Datadog custom metrics are billed by the number of distinct time series you generate, not by the number of metric names. A metric name is just a label. A time series is a metric name combined with a specific set of tag values. Every unique combination of tag values creates a separate series, and it is the total count of those series that determines cost.

This means that a well-named, intentional metric with a high-cardinality tag can cost far more than dozens of coarser metrics without one. Most teams do not discover this until they receive a usage report and find that one or two metrics are responsible for the majority of their custom metric series count.

The pattern is consistent: a developer adds a useful-sounding tag (the user's plan tier, the name of the pod that processed the request) without knowing how many unique values it will take or how fast that cardinality will grow as the service scales.
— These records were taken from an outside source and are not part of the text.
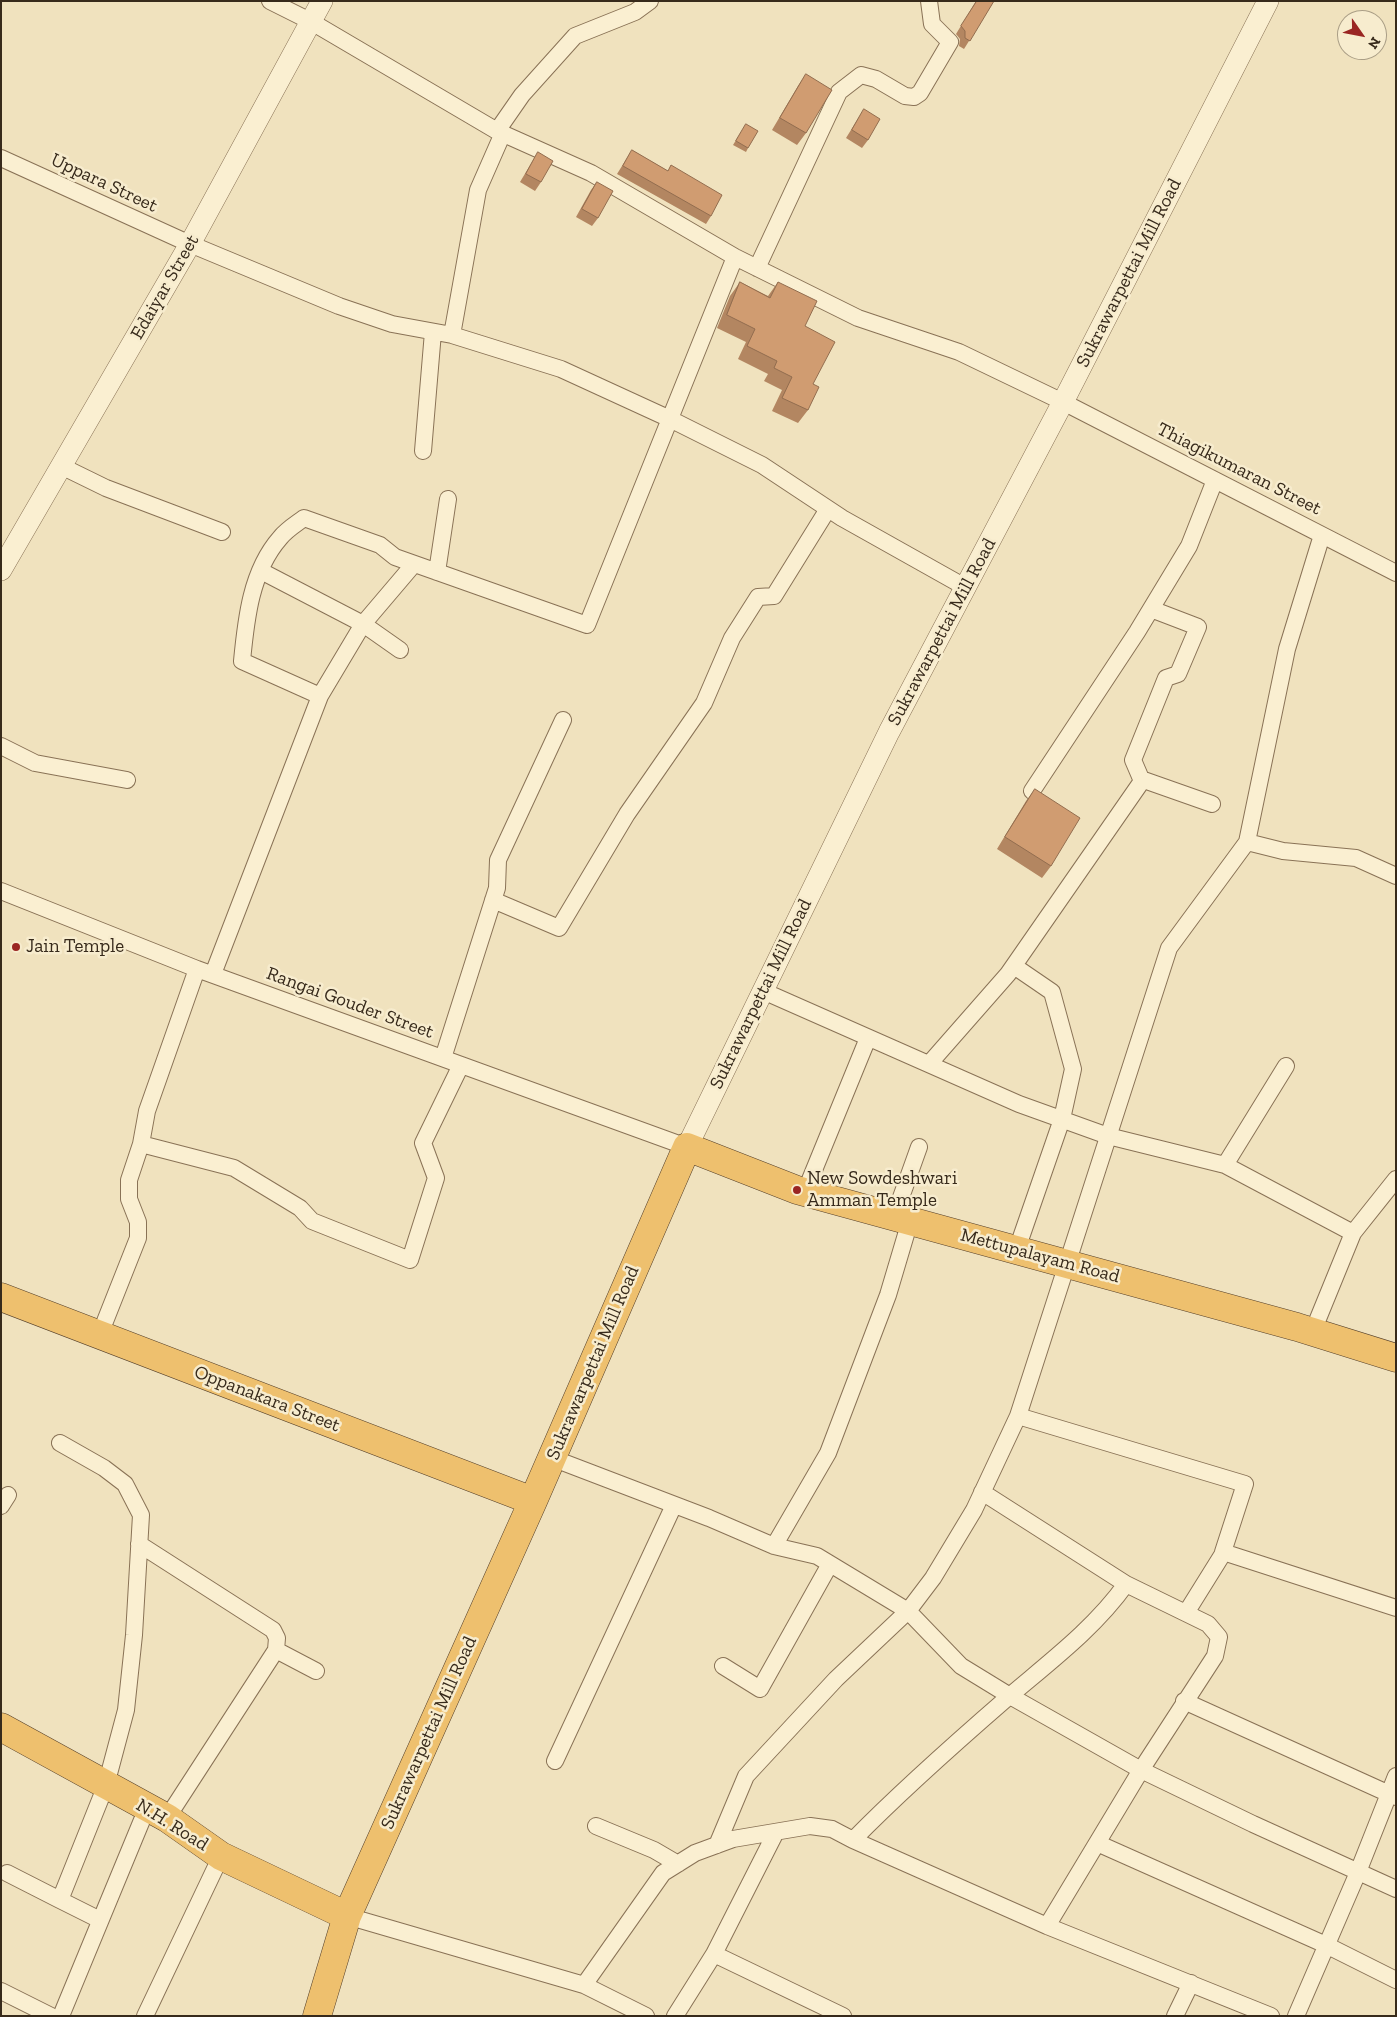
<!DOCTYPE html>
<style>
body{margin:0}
#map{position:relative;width:1397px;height:2017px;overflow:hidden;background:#f0e2be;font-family:"Zilla Slab",serif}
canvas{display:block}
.frame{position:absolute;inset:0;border:2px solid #372a1b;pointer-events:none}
.north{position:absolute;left:1337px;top:10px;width:50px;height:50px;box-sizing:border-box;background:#f7ecce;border:1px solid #aa9e86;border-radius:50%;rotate:123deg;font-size:14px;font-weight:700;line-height:20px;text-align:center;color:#372a1b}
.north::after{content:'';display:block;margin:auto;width:18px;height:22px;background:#9a2623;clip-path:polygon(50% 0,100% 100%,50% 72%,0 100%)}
</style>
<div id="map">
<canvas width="1397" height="2017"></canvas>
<div class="frame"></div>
<div class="north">N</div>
</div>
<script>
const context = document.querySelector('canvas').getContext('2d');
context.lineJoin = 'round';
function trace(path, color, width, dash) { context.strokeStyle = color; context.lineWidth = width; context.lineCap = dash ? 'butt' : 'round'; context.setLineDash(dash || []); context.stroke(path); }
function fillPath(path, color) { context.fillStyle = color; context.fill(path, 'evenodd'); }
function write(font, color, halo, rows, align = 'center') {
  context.font = font + ' "Zilla Slab",serif'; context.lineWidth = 5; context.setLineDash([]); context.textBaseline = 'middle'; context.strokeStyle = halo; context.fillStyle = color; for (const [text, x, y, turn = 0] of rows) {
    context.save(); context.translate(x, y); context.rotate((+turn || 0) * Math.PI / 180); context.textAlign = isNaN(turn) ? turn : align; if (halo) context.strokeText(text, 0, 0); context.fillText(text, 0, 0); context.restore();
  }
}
const minor = new Path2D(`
 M270,1L310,21L497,131L591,173L735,257L858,318L959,352L1063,402L1396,573
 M497,131L522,95L575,36L635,12L650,1
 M1,158L190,244L339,306L392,324L452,335L561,369L670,419L762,465L842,518L965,587
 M757,268L839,92L861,75L876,79L905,96L914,97L920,93L950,42L932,24L929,1
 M452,335L478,190L503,133
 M423,451L433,332
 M61,466L106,488L222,532
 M261,571L363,624L400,650
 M437,572L448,499
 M320,696L242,661C246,619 251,571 280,538C286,530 296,524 304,518L380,545L395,557L587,625L735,257
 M1,746L35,763L127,780
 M1141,779L1212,804
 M1032,791L1137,632L1189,546L1215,480
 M1247,842L1283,851L1356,858L1396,876
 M1,891L197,969L687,1147
 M493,900L559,928L627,814L704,703L732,638L758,597L774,596L828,509
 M1014,966L1052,992L1073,1069L1062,1119L1017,1249
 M213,974L320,696L363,624L414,564
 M763,991L1019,1104L1108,1136L1225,1165
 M443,1058L497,888L498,860L563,720
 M929,1064L1008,974L1142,781L1133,760L1166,678L1178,674L1198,627L1151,609
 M1286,1066L1225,1165L1353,1233
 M141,1144L234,1168L300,1208L312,1221L410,1260L436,1178L423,1143L461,1065
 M805,1192L868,1038
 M894,1217L919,1147
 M1313,1331L1353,1233L1396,1179
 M100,1334L138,1238V1222L129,1199V1180L141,1144L147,1111L197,969
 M1018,1416L1245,1484L1223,1552L1396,1608
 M60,1443L104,1468L125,1484L141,1515L134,1635L126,1710L106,1785L60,1900L100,1920
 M552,1458L709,1518L774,1546L817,1556L908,1611L961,1666L1010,1696L1141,1770L1253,1824L1396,1889
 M982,1492L1126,1584L1208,1624L1219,1637L1215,1656L1141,1770L1047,1926
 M1,1506L8,1495
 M139,1544L273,1630L277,1638L276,1650L167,1818
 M774,1546L828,1453L888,1295L910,1221
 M1186,1613L1224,1552
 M276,1650L316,1671
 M723,1666L760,1689L830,1564
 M1184,1701L1396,1797
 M555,1761L674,1505
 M596,1826L654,1850L678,1864
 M853,1840L1047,1926L1271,2016
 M1097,1843L1326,1945L1396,1980
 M717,1845L746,1776L836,1679L908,1611L933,1578L974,1510L1018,1416L1169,948L1247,842L1287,649L1322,535
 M7,1873L60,1900
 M347,1916L584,1985L646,2016
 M714,1954L776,1832
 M584,1985L663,1873L695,1853L733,1839L810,1826L832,1829L853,1840C902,1790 953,1745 1006,1699C1048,1663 1094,1629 1126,1584
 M1,1991L51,2016
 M61,2016L147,1808
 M145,2016L221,1856
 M675,2016L714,1954L843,2016
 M1175,2016L1191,1983
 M1296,2016L1356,1877L1396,1776`);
const tertiary = new Path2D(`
 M1,570L190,244L322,1
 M687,1147L889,732L1063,402L1268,1`);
const trunk = new Path2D(`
 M1,1297L533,1501
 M1,1727L167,1818L221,1856L347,1916
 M317,2016L347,1916L533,1501L687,1147L797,1190L1297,1327L1396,1358`);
trace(minor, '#897256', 18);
trace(tertiary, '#897256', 22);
trace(trunk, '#56402b', 29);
trace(minor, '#faefd1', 16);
trace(tertiary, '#faefd1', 21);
trace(trunk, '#eec06e', 28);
fillPath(new Path2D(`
 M976,1H994L964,49L959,46L960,39L956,34Z
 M806,74V133L797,145L772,130L798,86Z
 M864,109L868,140L862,148L846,138Z
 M746,124L748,148L746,152L733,145Z
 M632,150L668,171L671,165L711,216L706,224L617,174Z
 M538,152L541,182L535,191L520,182Z
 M597,182L598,218L592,226L576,217L591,190Z
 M740,282L768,296L778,282L805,326L813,384L808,410L798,423L772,411L782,390L764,381L768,374L738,359L746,342L717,328L730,296Z
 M1035,789L1051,866L1042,878L997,849L1026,801Z`), '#b38661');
const building = new Path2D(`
 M977,1H994L970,41L965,38V31L961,26Z
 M806,74L832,90L806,133L780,118Z
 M864,109L880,119L868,140L852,130Z
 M746,124L758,131L748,148L736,141Z
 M632,150L668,171L671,165L722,195L711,216L623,166Z
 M538,152L553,161L541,182L526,174Z
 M597,182L613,191L598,218L582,209Z
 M740,282L770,298L778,282L817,301L805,326L835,342L813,384L819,387L808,410L782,398L792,377L774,368L777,361L747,346L755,329L727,315Z
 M1035,789L1080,818L1051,866L1005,837Z`);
fillPath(building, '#d09c71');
trace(building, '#926d4f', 1);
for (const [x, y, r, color] of [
 [16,947,5,"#9a2623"],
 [797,1190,5,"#9a2623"]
]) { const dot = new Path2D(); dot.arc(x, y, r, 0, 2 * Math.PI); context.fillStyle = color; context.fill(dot); trace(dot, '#f7ecce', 2); }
write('19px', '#372a1b', '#f7ecce', [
 ["Uppara Street",104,183,25],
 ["Sukrawarpettai Mill Road",1129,273,-63],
 ["Edaiyar Street",165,287,-60],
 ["Thiagikumaran Street",1239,469,27],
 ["Sukrawarpettai Mill Road",942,632,-62],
 ["Sukrawarpettai Mill Road",761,994,-64],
 ["Rangai Gouder Street",350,1003,20],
 ["Mettupalayam Road",1040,1256,15],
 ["Sukrawarpettai Mill Road",593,1363,-67],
 ["Oppanakara Street",267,1399,21],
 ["Sukrawarpettai Mill Road",429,1733,-66],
 ["N.H. Road",172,1825,32]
]);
write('19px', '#372a1b', '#f7ecce', [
 ["Jain Temple",26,947],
 ["New Sowdeshwari",807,1179],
 ["Amman Temple",807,1201]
], 'left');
</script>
What cardinality means in practical terms

Example: one metric, different tags

api.request.duration{env:prod}1 series
+ service tag (20 services)20 series
+ endpoint tag (50 endpoints)1,000 series
+ status_code tag (10 values)10,000 series
+ user_id tag (100k users)1 billion series

Adding user_id as a tag on a request duration metric is never a sound decision for cost. The service and endpoint combination is probably right; user_id is not. Knowing the difference is the core of tag governance.

High-cardinality tags to watch for

These tag patterns appear frequently in Datadog metric instrumentation and are common causes of unexpectedly high custom metric counts.

User identifiers

user_id, customer_id, account_id

Any tag whose values are unique per user or customer creates as many series as you have users, and grows unboundedly as your product scales. These tags belong in tracing and log attributes, not in metrics. If you need per-user aggregations, a separate reporting pipeline is a more cost-effective approach.

Request identifiers

request_id, trace_id, session_id

Request-scoped identifiers are unique per request. Adding them as metric tags creates one time series per request processed, which at any meaningful traffic volume generates enormous series counts. These identifiers are the correct level of granularity for traces, not for aggregated metrics.

Kubernetes runtime tags

pod_name, container_id, replica_set

Kubernetes pod names and container IDs are ephemeral: they change with every deployment. If these are included as metric tags, every rollout creates a new set of series that the old ones never had. Over time, this generates a long tail of inactive series that still consume custom metric allocation. Namespace and deployment_name are usually sufficient and are stable across rollouts.

Dynamic URL paths

url, path, endpoint with IDs embedded

URL paths that include entity IDs (e.g. /api/users/12345/orders) generate one time series per unique entity when used as metric tags. These should be normalised to a pattern like /api/users/{id}/orders before being used as a tag value, or replaced entirely with a higher-level route name tag that takes a small, fixed number of values.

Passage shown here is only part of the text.